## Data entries
★ ★ ★ ★
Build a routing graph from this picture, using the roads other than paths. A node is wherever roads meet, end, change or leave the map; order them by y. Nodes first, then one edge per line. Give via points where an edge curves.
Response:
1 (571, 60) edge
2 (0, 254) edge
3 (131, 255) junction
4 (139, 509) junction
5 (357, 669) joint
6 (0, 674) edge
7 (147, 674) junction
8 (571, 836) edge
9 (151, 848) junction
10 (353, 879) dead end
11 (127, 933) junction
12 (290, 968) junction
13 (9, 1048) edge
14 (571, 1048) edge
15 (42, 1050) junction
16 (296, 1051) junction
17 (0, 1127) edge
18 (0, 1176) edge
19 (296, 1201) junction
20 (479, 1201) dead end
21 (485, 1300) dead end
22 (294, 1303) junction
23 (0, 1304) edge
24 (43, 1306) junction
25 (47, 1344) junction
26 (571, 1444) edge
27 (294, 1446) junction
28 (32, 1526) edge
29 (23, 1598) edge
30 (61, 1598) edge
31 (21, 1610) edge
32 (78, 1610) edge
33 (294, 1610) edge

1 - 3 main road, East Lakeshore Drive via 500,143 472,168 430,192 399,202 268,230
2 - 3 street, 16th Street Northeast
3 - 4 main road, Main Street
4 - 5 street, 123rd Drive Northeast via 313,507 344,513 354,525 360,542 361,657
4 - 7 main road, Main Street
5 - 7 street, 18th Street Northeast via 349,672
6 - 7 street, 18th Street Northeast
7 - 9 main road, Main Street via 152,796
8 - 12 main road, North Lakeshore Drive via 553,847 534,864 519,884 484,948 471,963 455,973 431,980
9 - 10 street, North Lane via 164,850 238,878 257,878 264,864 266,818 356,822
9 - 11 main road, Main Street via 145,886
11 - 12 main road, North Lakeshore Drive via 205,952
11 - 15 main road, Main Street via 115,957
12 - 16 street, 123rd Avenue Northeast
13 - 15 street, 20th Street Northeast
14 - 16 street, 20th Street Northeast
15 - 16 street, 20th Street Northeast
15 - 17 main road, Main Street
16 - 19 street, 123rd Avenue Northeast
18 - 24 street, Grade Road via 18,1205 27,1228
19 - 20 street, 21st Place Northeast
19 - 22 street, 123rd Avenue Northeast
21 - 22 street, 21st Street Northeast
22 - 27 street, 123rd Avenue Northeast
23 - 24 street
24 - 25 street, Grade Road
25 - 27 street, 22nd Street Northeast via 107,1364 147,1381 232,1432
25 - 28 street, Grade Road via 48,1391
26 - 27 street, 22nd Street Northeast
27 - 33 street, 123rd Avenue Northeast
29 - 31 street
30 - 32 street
★ ★ ★ ★
## BRIEF
Please return the records above exactly as they are written.

## WRITTEN ANSWER
Build a routing graph from this picture, using the roads other than paths. A node is wherever roads meet, end, change or leave the map; order them by y. Nodes first, then one edge per line. Give via points where an edge curves.
Response:
1 (571, 60) edge
2 (0, 254) edge
3 (131, 255) junction
4 (139, 509) junction
5 (357, 669) joint
6 (0, 674) edge
7 (147, 674) junction
8 (571, 836) edge
9 (151, 848) junction
10 (353, 879) dead end
11 (127, 933) junction
12 (290, 968) junction
13 (9, 1048) edge
14 (571, 1048) edge
15 (42, 1050) junction
16 (296, 1051) junction
17 (0, 1127) edge
18 (0, 1176) edge
19 (296, 1201) junction
20 (479, 1201) dead end
21 (485, 1300) dead end
22 (294, 1303) junction
23 (0, 1304) edge
24 (43, 1306) junction
25 (47, 1344) junction
26 (571, 1444) edge
27 (294, 1446) junction
28 (32, 1526) edge
29 (23, 1598) edge
30 (61, 1598) edge
31 (21, 1610) edge
32 (78, 1610) edge
33 (294, 1610) edge

1 - 3 main road, East Lakeshore Drive via 500,143 472,168 430,192 399,202 268,230
2 - 3 street, 16th Street Northeast
3 - 4 main road, Main Street
4 - 5 street, 123rd Drive Northeast via 313,507 344,513 354,525 360,542 361,657
4 - 7 main road, Main Street
5 - 7 street, 18th Street Northeast via 349,672
6 - 7 street, 18th Street Northeast
7 - 9 main road, Main Street via 152,796
8 - 12 main road, North Lakeshore Drive via 553,847 534,864 519,884 484,948 471,963 455,973 431,980
9 - 10 street, North Lane via 164,850 238,878 257,878 264,864 266,818 356,822
9 - 11 main road, Main Street via 145,886
11 - 12 main road, North Lakeshore Drive via 205,952
11 - 15 main road, Main Street via 115,957
12 - 16 street, 123rd Avenue Northeast
13 - 15 street, 20th Street Northeast
14 - 16 street, 20th Street Northeast
15 - 16 street, 20th Street Northeast
15 - 17 main road, Main Street
16 - 19 street, 123rd Avenue Northeast
18 - 24 street, Grade Road via 18,1205 27,1228
19 - 20 street, 21st Place Northeast
19 - 22 street, 123rd Avenue Northeast
21 - 22 street, 21st Street Northeast
22 - 27 street, 123rd Avenue Northeast
23 - 24 street
24 - 25 street, Grade Road
25 - 27 street, 22nd Street Northeast via 107,1364 147,1381 232,1432
25 - 28 street, Grade Road via 48,1391
26 - 27 street, 22nd Street Northeast
27 - 33 street, 123rd Avenue Northeast
29 - 31 street
30 - 32 street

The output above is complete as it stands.